O incentivo a empresas locais não foi a única novidade da política de incentivo da Codel, em 2003. No ano, a companhia investiu na qualificação de desempregados há muito tempo fora do mercado do trabalho. Através da Secretaria de Ação Social, foram identificados possíveis interessados, que se submeteram a teste de aptidão feitos por professores e alunos do curso de Psicologia da Univerisdade Estadual de Londrina (UEL).
Descobertas as preferências de cada um, a Codel encaminhou-os para os cursos. Foram 560 alunos formados ao final do ano. Eles estão qualificados para trabalhar como costureiras, pedreiros, eletricistas, encanadores, jardineiros e açougueiros, entre outros. ''Os da área de construção civil terminaram o curso empregados'', afirmou Gabriel Ribeiro de Campos, presidente da Codel.
Outra iniciativa foi a Feira da Oportunidade, cuja edição especial de Natal se encerrou anteontem no Armazém da Moda. As edições normais são relizadas aos domingos na Rodoviária. O objetivo é divulgar a produção de pequenos empreendedores londrinenses.
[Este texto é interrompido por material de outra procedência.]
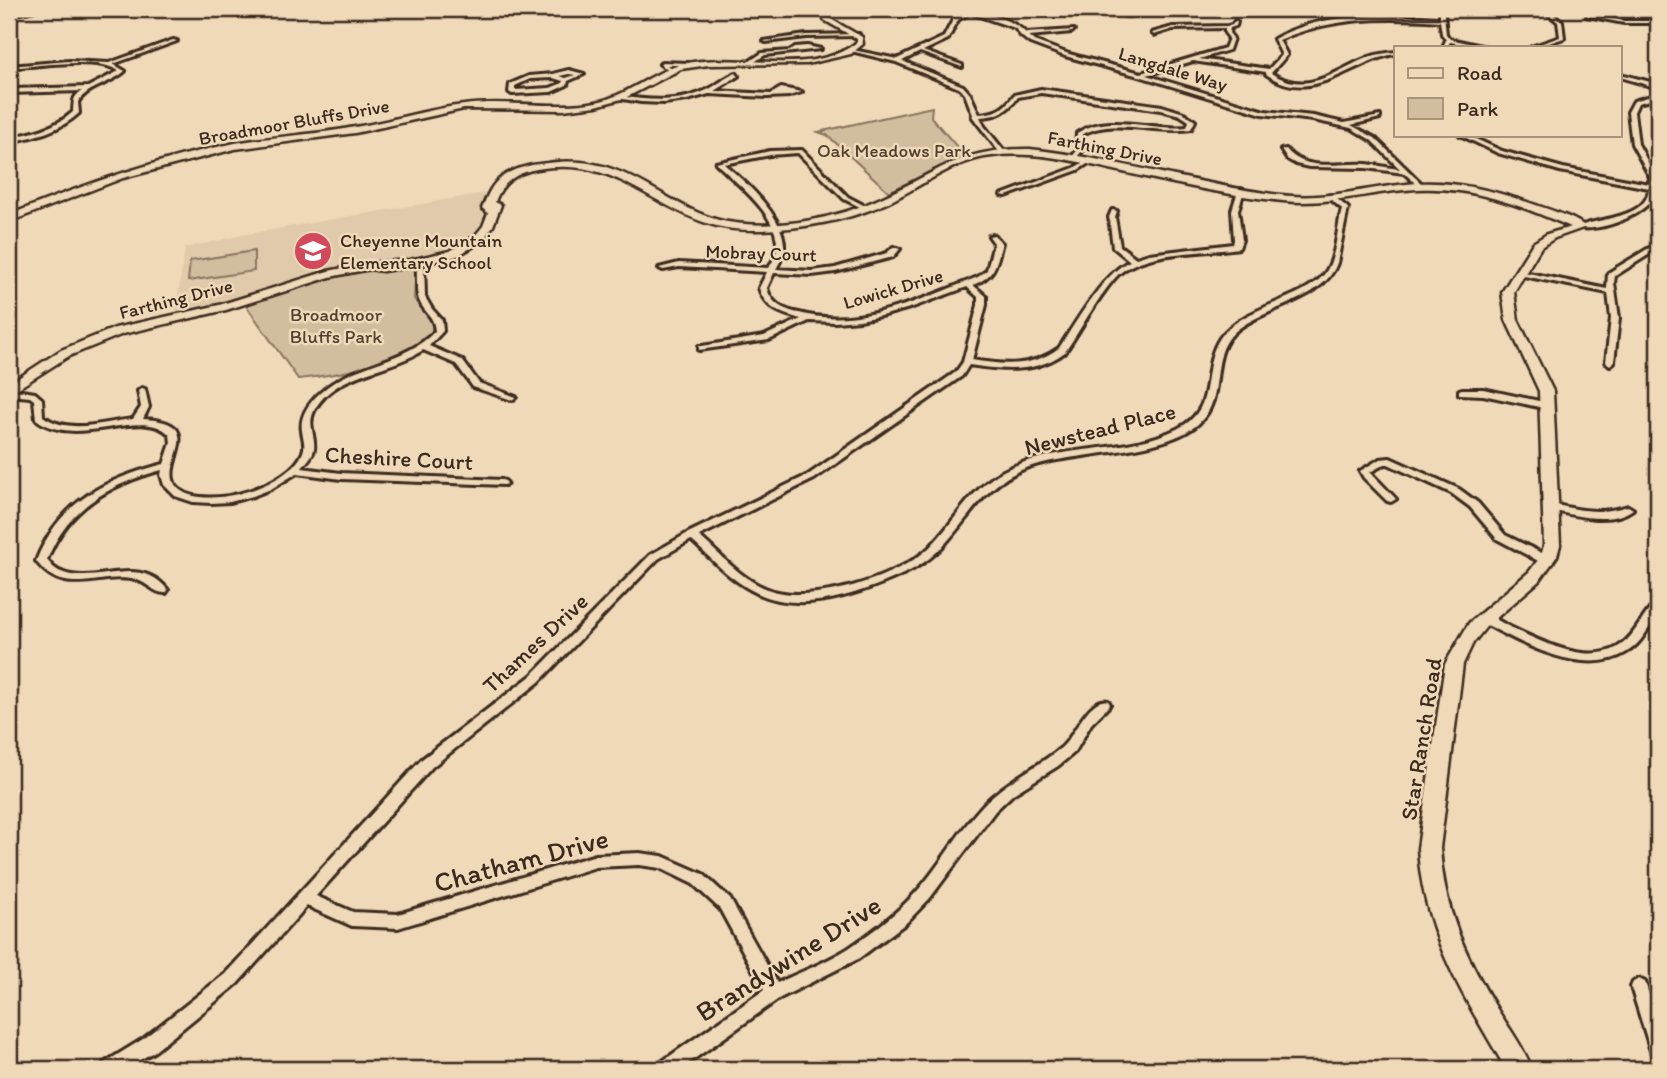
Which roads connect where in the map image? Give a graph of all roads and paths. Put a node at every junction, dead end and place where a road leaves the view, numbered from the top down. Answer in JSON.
{"nodes":[{"id":1,"x":39,"y":9,"type":"edge"},
{"id":2,"x":828,"y":9,"type":"edge"},
{"id":3,"x":1098,"y":9,"type":"edge"},
{"id":4,"x":1154,"y":9,"type":"edge"},
{"id":5,"x":1219,"y":9,"type":"edge"},
{"id":6,"x":1228,"y":9,"type":"edge"},
{"id":7,"x":1450,"y":9,"type":"edge"},
{"id":8,"x":1544,"y":9,"type":"edge"},
{"id":9,"x":1621,"y":9,"type":"edge"},
{"id":10,"x":973,"y":10,"type":"edge"},
{"id":11,"x":1161,"y":11,"type":"junction"},
{"id":12,"x":9,"y":14,"type":"edge"},
{"id":13,"x":1658,"y":14,"type":"edge"},
{"id":14,"x":903,"y":15,"type":"dead end"},
{"id":15,"x":1589,"y":15,"type":"dead end"},
{"id":16,"x":1443,"y":20,"type":"junction"},
{"id":17,"x":1235,"y":22,"type":"junction"},
{"id":18,"x":1658,"y":22,"type":"edge"},
{"id":19,"x":1227,"y":30,"type":"junction"},
{"id":20,"x":1072,"y":32,"type":"dead end"},
{"id":21,"x":1153,"y":34,"type":"dead end"},
{"id":22,"x":858,"y":35,"type":"junction"},
{"id":23,"x":1023,"y":35,"type":"junction"},
{"id":24,"x":1221,"y":38,"type":"junction"},
{"id":25,"x":1448,"y":40,"type":"junction"},
{"id":26,"x":175,"y":41,"type":"dead end"},
{"id":27,"x":766,"y":41,"type":"dead end"},
{"id":28,"x":1445,"y":46,"type":"edge"},
{"id":29,"x":1479,"y":46,"type":"edge"},
{"id":30,"x":1536,"y":46,"type":"edge"},
{"id":31,"x":853,"y":51,"type":"junction"},
{"id":32,"x":920,"y":51,"type":"junction"},
{"id":33,"x":791,"y":52,"type":"dead end"},
{"id":34,"x":1394,"y":54,"type":"edge"},
{"id":35,"x":1190,"y":59,"type":"junction"},
{"id":36,"x":898,"y":61,"type":"junction"},
{"id":37,"x":749,"y":63,"type":"junction"},
{"id":38,"x":111,"y":64,"type":"junction"},
{"id":39,"x":960,"y":66,"type":"dead end"},
{"id":40,"x":9,"y":67,"type":"edge"},
{"id":41,"x":1269,"y":71,"type":"junction"},
{"id":42,"x":736,"y":75,"type":"dead end"},
{"id":43,"x":1141,"y":75,"type":"junction"},
{"id":44,"x":554,"y":76,"type":"junction"},
{"id":45,"x":1622,"y":77,"type":"edge"},
{"id":46,"x":566,"y":80,"type":"junction"},
{"id":47,"x":1658,"y":86,"type":"edge"},
{"id":48,"x":89,"y":89,"type":"junction"},
{"id":49,"x":9,"y":91,"type":"edge"},
{"id":50,"x":512,"y":92,"type":"junction"},
{"id":51,"x":709,"y":92,"type":"junction"},
{"id":52,"x":774,"y":94,"type":"dead end"},
{"id":53,"x":1658,"y":96,"type":"edge"},
{"id":54,"x":620,"y":99,"type":"junction"},
{"id":55,"x":506,"y":104,"type":"junction"},
{"id":56,"x":975,"y":116,"type":"junction"},
{"id":57,"x":1378,"y":117,"type":"dead end"},
{"id":58,"x":1344,"y":125,"type":"junction"},
{"id":59,"x":1465,"y":136,"type":"edge"},
{"id":60,"x":9,"y":140,"type":"edge"},
{"id":61,"x":1284,"y":150,"type":"dead end"},
{"id":62,"x":1002,"y":152,"type":"junction"},
{"id":63,"x":1071,"y":157,"type":"junction"},
{"id":64,"x":1089,"y":162,"type":"junction"},
{"id":65,"x":1404,"y":171,"type":"junction"},
{"id":66,"x":1421,"y":186,"type":"junction"},
{"id":67,"x":1656,"y":187,"type":"edge"},
{"id":68,"x":1241,"y":191,"type":"junction"},
{"id":69,"x":1004,"y":195,"type":"dead end"},
{"id":70,"x":1329,"y":196,"type":"junction"},
{"id":71,"x":866,"y":208,"type":"junction"},
{"id":72,"x":1114,"y":211,"type":"dead end"},
{"id":73,"x":9,"y":219,"type":"edge"},
{"id":74,"x":774,"y":227,"type":"junction"},
{"id":75,"x":1581,"y":227,"type":"junction"},
{"id":76,"x":992,"y":236,"type":"dead end"},
{"id":77,"x":896,"y":249,"type":"dead end"},
{"id":78,"x":1652,"y":250,"type":"dead end"},
{"id":79,"x":420,"y":261,"type":"junction"},
{"id":80,"x":1135,"y":261,"type":"junction"},
{"id":81,"x":663,"y":268,"type":"dead end"},
{"id":82,"x":769,"y":271,"type":"junction"},
{"id":83,"x":1519,"y":273,"type":"junction"},
{"id":84,"x":968,"y":284,"type":"junction"},
{"id":85,"x":1612,"y":292,"type":"junction"},
{"id":86,"x":806,"y":319,"type":"junction"},
{"id":87,"x":425,"y":347,"type":"junction"},
{"id":88,"x":702,"y":348,"type":"dead end"},
{"id":89,"x":967,"y":362,"type":"junction"},
{"id":90,"x":1610,"y":362,"type":"dead end"},
{"id":91,"x":9,"y":391,"type":"edge"},
{"id":92,"x":142,"y":391,"type":"dead end"},
{"id":93,"x":1462,"y":392,"type":"dead end"},
{"id":94,"x":512,"y":397,"type":"dead end"},
{"id":95,"x":1548,"y":406,"type":"junction"},
{"id":96,"x":137,"y":421,"type":"junction"},
{"id":97,"x":166,"y":466,"type":"junction"},
{"id":98,"x":295,"y":470,"type":"junction"},
{"id":99,"x":502,"y":483,"type":"dead end"},
{"id":100,"x":1391,"y":499,"type":"dead end"},
{"id":101,"x":1550,"y":507,"type":"junction"},
{"id":102,"x":1628,"y":509,"type":"dead end"},
{"id":103,"x":692,"y":535,"type":"junction"},
{"id":104,"x":1548,"y":561,"type":"junction"},
{"id":105,"x":162,"y":590,"type":"dead end"},
{"id":106,"x":1654,"y":612,"type":"dead end"},
{"id":107,"x":1484,"y":618,"type":"junction"},
{"id":108,"x":1104,"y":704,"type":"dead end"},
{"id":109,"x":305,"y":898,"type":"junction"},
{"id":110,"x":1639,"y":987,"type":"dead end"},
{"id":111,"x":774,"y":993,"type":"junction"},
{"id":112,"x":1658,"y":1048,"type":"edge"},
{"id":113,"x":110,"y":1069,"type":"edge"},
{"id":114,"x":666,"y":1069,"type":"edge"},
{"id":115,"x":1520,"y":1069,"type":"edge"}],
"edges":[{"from":1,"to":12,"type":"street"},
{"from":2,"to":22,"type":"street"},
{"from":3,"to":11,"type":"street"},
{"from":4,"to":11,"type":"street"},
{"from":5,"to":6,"type":"street"},
{"from":5,"to":11,"type":"street"},
{"from":5,"to":17,"type":"street"},
{"from":6,"to":17,"type":"street"},
{"from":7,"to":16,"type":"street"},
{"from":8,"to":30,"type":"street"},
{"from":9,"to":13,"type":"street"},
{"from":10,"to":14,"type":"street","name":"Langdale Way"},
{"from":10,"to":23,"type":"street","name":"Langdale Way"},
{"from":10,"to":32,"type":"street"},
{"from":15,"to":18,"type":"street"},
{"from":16,"to":25,"type":"street"},
{"from":16,"to":41,"type":"street"},
{"from":17,"to":19,"type":"street"},
{"from":19,"to":24,"type":"street"},
{"from":19,"to":24,"type":"street"},
{"from":20,"to":23,"type":"street"},
{"from":21,"to":24,"type":"street"},
{"from":22,"to":27,"type":"street"},
{"from":22,"to":31,"type":"street"},
{"from":23,"to":43,"type":"street","name":"Langdale Way"},
{"from":24,"to":35,"type":"street"},
{"from":25,"to":28,"type":"street"},
{"from":25,"to":29,"type":"street"},
{"from":26,"to":38,"type":"street"},
{"from":31,"to":36,"type":"street"},
{"from":31,"to":37,"type":"street","name":"Broadmoor Bluffs Drive"},
{"from":32,"to":36,"type":"street"},
{"from":32,"to":39,"type":"street"},
{"from":33,"to":37,"type":"street"},
{"from":34,"to":41,"type":"street"},
{"from":35,"to":41,"type":"street"},
{"from":35,"to":43,"type":"street"},
{"from":36,"to":56,"type":"street"},
{"from":37,"to":54,"type":"street","name":"Broadmoor Bluffs Drive"},
{"from":38,"to":40,"type":"street"},
{"from":38,"to":48,"type":"street"},
{"from":42,"to":51,"type":"street"},
{"from":43,"to":58,"type":"street","name":"Langdale Way"},
{"from":44,"to":46,"type":"street"},
{"from":44,"to":46,"type":"street"},
{"from":44,"to":50,"type":"street"},
{"from":45,"to":47,"type":"street"},
{"from":46,"to":50,"type":"street"},
{"from":48,"to":49,"type":"street"},
{"from":48,"to":60,"type":"street"},
{"from":50,"to":55,"type":"street"},
{"from":51,"to":52,"type":"street"},
{"from":51,"to":54,"type":"street"},
{"from":53,"to":67,"type":"street"},
{"from":54,"to":55,"type":"street","name":"Broadmoor Bluffs Drive"},
{"from":55,"to":73,"type":"street","name":"Broadmoor Bluffs Drive"},
{"from":56,"to":62,"type":"street"},
{"from":56,"to":63,"type":"street"},
{"from":57,"to":58,"type":"street"},
{"from":58,"to":65,"type":"street","name":"Langdale Way"},
{"from":59,"to":67,"type":"street"},
{"from":61,"to":65,"type":"street"},
{"from":62,"to":63,"type":"street","name":"Farthing Drive"},
{"from":62,"to":71,"type":"street","name":"Farthing Drive"},
{"from":63,"to":64,"type":"street","name":"Farthing Drive"},
{"from":64,"to":68,"type":"street","name":"Farthing Drive"},
{"from":64,"to":69,"type":"street"},
{"from":65,"to":66,"type":"street","name":"Langdale Way"},
{"from":66,"to":70,"type":"street","name":"Farthing Drive"},
{"from":66,"to":75,"type":"street","name":"Farthing Drive"},
{"from":67,"to":75,"type":"street"},
{"from":68,"to":70,"type":"street","name":"Farthing Drive"},
{"from":68,"to":80,"type":"street"},
{"from":70,"to":103,"type":"street","name":"Newstead Place"},
{"from":71,"to":74,"type":"street","name":"Farthing Drive"},
{"from":71,"to":74,"type":"street"},
{"from":72,"to":80,"type":"street"},
{"from":74,"to":79,"type":"street","name":"Farthing Drive"},
{"from":74,"to":82,"type":"street","name":"Lowick Drive"},
{"from":75,"to":83,"type":"street"},
{"from":76,"to":84,"type":"street","name":"Lowick Drive"},
{"from":77,"to":82,"type":"street","name":"Mobray Court"},
{"from":78,"to":85,"type":"street"},
{"from":79,"to":87,"type":"street"},
{"from":79,"to":91,"type":"street","name":"Farthing Drive"},
{"from":80,"to":89,"type":"street"},
{"from":81,"to":82,"type":"street","name":"Mobray Court"},
{"from":82,"to":86,"type":"street","name":"Lowick Drive"},
{"from":83,"to":85,"type":"street"},
{"from":83,"to":95,"type":"street"},
{"from":84,"to":86,"type":"street","name":"Lowick Drive"},
{"from":84,"to":89,"type":"street"},
{"from":85,"to":90,"type":"street"},
{"from":86,"to":88,"type":"street"},
{"from":87,"to":94,"type":"street"},
{"from":87,"to":98,"type":"street"},
{"from":89,"to":103,"type":"street","name":"Thames Drive"},
{"from":91,"to":96,"type":"street"},
{"from":92,"to":96,"type":"street"},
{"from":93,"to":95,"type":"street"},
{"from":95,"to":101,"type":"street"},
{"from":96,"to":97,"type":"street"},
{"from":97,"to":98,"type":"street"},
{"from":97,"to":105,"type":"street"},
{"from":98,"to":99,"type":"street","name":"Cheshire Court"},
{"from":100,"to":104,"type":"street"},
{"from":101,"to":102,"type":"street"},
{"from":101,"to":104,"type":"street"},
{"from":103,"to":109,"type":"street","name":"Thames Drive"},
{"from":104,"to":107,"type":"street","name":"Star Ranch Road"},
{"from":106,"to":107,"type":"street"},
{"from":107,"to":115,"type":"street","name":"Star Ranch Road"},
{"from":108,"to":111,"type":"street","name":"Brandywine Drive"},
{"from":109,"to":111,"type":"street","name":"Chatham Drive"},
{"from":109,"to":113,"type":"street","name":"Thames Drive"},
{"from":110,"to":112,"type":"street"},
{"from":111,"to":114,"type":"street","name":"Brandywine Drive"}]}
Campos lembrou, também, o investimento nos guias de gastronomia urbana, rural e lazer, de hotéis, trilhas e de aventuras disponíveis em Londrina. A idéia é divulgar as opções turísticas da cidade e, assim, fomentar esse setor. Um exemplo bem sucedido são os restaurantes da Warta e Heimtal, que atraem milhares de visitantes. ''São quatro mil lugares disponíveis, mas as pessoas enfrentam filas de uma hora, dependendo do dia. Tem espaço para novos empreendimentos'', analisou.